When I wrote about The Sense of an Ending, by Julian Barnes, I noted that one of his characters has the same ‘comfort book’ as I do – I Capture the Castle (1948). A friend asked me what a comfort book was, and I explained that it is a book you re-read when you feel in need of cheering up. I have several, and suspect I share some of them, such as Pride and Prejudice and Lord of the Rings, with others. But most people I know haven’t ever heard of this book (though I gather that it was voted eighty-second out of the 100 best-loved novels in the BBC’s ‘The Big Read’ in 2003 – the year the film came out – see below).
The story is set in the 1930s and is in the form of a journal written by seventeen year old Cassandra Mortmain. ‘I write this,’ she beings, ‘sitting in the kitchen sink.’ She lives in a semi-ruined castle with her eccentric family. Her father is a writer suffering from chronic writer’s block, so they have almost no income; they have had progressively to sell off all their ‘good’ furniture and books. Her stepmother Topaz is a former artist’s model who plays the lute and communes with nature. Her older sister Rose is beautiful, ‘hates most things she has and envies most things she hasn’t’, and is desperate to escape their poverty. Her younger brother Thomas is all ‘appetite and homework’. And then there is Stephen, the son of their former maid who simply stayed on when she died. It is these characters Cassandra intends to ‘capture’. Enter the Cottons, two American brothers, the elder of whom has inherited the nearby Scoatney estate. ‘Did you think of anything when Miss Marcy said Scoatney Hall was being re-opened?’ Cassandra asks Rose. ‘I thought of the beginning of Pride and Prejudice – where Mrs Bennet says Netherfield Park is let at last.’ But things don’t turn out quite like an Austen story.
This is a quintessential coming of age novel in which Cassandra learns to think differently about herself and all her family. This is reflected in her attitude to her writing. ’How arrogant I used to be,’ she says. ‘I remember writing in this journal that I would capture father later – I meant to do a brilliant character sketch. Capture father! Why, I don’t know anything about anyone.’ At the end: ‘I don’t intend to go on with this journal; I have grown out of wanting to write about myself.’ And she comes to understand how difficult it is to explain ‘how the image and the reality merge, and how they somehow extend and beatify each other’. And as events play out, Cassandra learns a stern lesson about love and life, and ‘the game of second best we have all been playing.’

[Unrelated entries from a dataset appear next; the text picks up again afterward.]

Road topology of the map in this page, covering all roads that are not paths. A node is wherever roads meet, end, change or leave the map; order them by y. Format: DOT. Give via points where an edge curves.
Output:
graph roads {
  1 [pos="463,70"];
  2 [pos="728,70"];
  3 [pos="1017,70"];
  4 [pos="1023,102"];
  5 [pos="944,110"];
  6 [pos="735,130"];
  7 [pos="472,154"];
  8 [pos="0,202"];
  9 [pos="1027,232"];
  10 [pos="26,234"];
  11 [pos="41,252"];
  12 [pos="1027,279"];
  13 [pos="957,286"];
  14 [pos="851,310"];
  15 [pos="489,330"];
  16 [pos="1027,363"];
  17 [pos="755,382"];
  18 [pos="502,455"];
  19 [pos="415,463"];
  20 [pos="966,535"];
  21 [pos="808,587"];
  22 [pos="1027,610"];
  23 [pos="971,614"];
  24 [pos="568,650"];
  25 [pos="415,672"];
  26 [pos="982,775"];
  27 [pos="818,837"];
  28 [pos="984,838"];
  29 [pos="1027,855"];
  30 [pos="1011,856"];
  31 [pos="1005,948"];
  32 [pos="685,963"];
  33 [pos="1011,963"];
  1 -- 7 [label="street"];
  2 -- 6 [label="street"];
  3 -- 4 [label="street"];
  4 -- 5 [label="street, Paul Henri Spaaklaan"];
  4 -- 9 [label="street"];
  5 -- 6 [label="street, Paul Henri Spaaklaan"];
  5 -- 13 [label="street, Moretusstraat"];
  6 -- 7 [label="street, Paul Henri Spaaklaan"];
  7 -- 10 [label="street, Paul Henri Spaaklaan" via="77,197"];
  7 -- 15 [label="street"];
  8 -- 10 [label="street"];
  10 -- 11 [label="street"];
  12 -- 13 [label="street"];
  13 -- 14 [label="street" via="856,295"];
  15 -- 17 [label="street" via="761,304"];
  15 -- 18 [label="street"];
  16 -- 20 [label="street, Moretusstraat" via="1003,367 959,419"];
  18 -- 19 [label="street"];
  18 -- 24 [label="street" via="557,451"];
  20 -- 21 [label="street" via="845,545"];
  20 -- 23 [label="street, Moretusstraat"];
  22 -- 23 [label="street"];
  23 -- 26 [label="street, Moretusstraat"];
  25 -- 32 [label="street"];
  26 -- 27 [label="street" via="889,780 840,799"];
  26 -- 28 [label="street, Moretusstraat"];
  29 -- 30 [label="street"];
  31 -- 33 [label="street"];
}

Why do I enjoy the book so much? I think it’s mainly because I really like the way Cassandra looks at the world. Smith has captured the enthusiasm and buoyancy of youth, even if Cassandra is, as one character suggests, a bit ‘consciously naive’. She is observant; she notices, for example, how when her father is asked what he is working on, he ‘somehow deflated’: ‘the carriage of his head changed, and his shoulders sagged.’ Her judgements aren’t always correct though. She has a good sense of humour, and can laugh at the family’s misfortunes. She and Topaz are trying to work out how to return the Cotton’s hospitality when they don’t have any dining room furniture. Lacking chairs, Topaz wonders if they could sit on cushions on the floor. “‘We certainly don’t have enough chairs.” “We haven’t enough cushions, either,” Cassandra replies. “All we really have enough of is floor.” We laughed until the candle wax ran down onto our hands. After that we felt better.’ She takes an infectious pleasure in the simple things around her –drinking cocoa, hearing school children singing, looking at the light on the castle walls. Despite periods of misery, she ultimately has a refreshingly optimistic outlook on life.
If I’m honest I also have to admit that there is a degree of nostalgia in my pleasure. Smith wrote the story when she was living in America and feeling homesick for England; this has no doubt produced a romanticised view. But more important, this closed little domain, with its unquestioned attitudes to class and sex, untouched by the realities of the Great Depression, or the rise of Fascism in Europe, is amazingly restful. Cassandra and her problems exist in a more comfortable world.
While relatively few people seem to know this novel, most will have heard of another of Dodie Smith’s books – The Hundred and One Dalmatians (1956). This became even better known after the 1961 Disney film. Disney also bought the rights to I Capture the Castle, but nothing came of this until Smith’s literary executor – none other than Julian Barnes – bought them back, and the story was filmed in 2003. I enjoyed it, but it couldn’t match the magic I find in the novel.
I came across another of Smith’s books – It Ends with Revelations (1967). I thought it was awful. That’s the way it goes.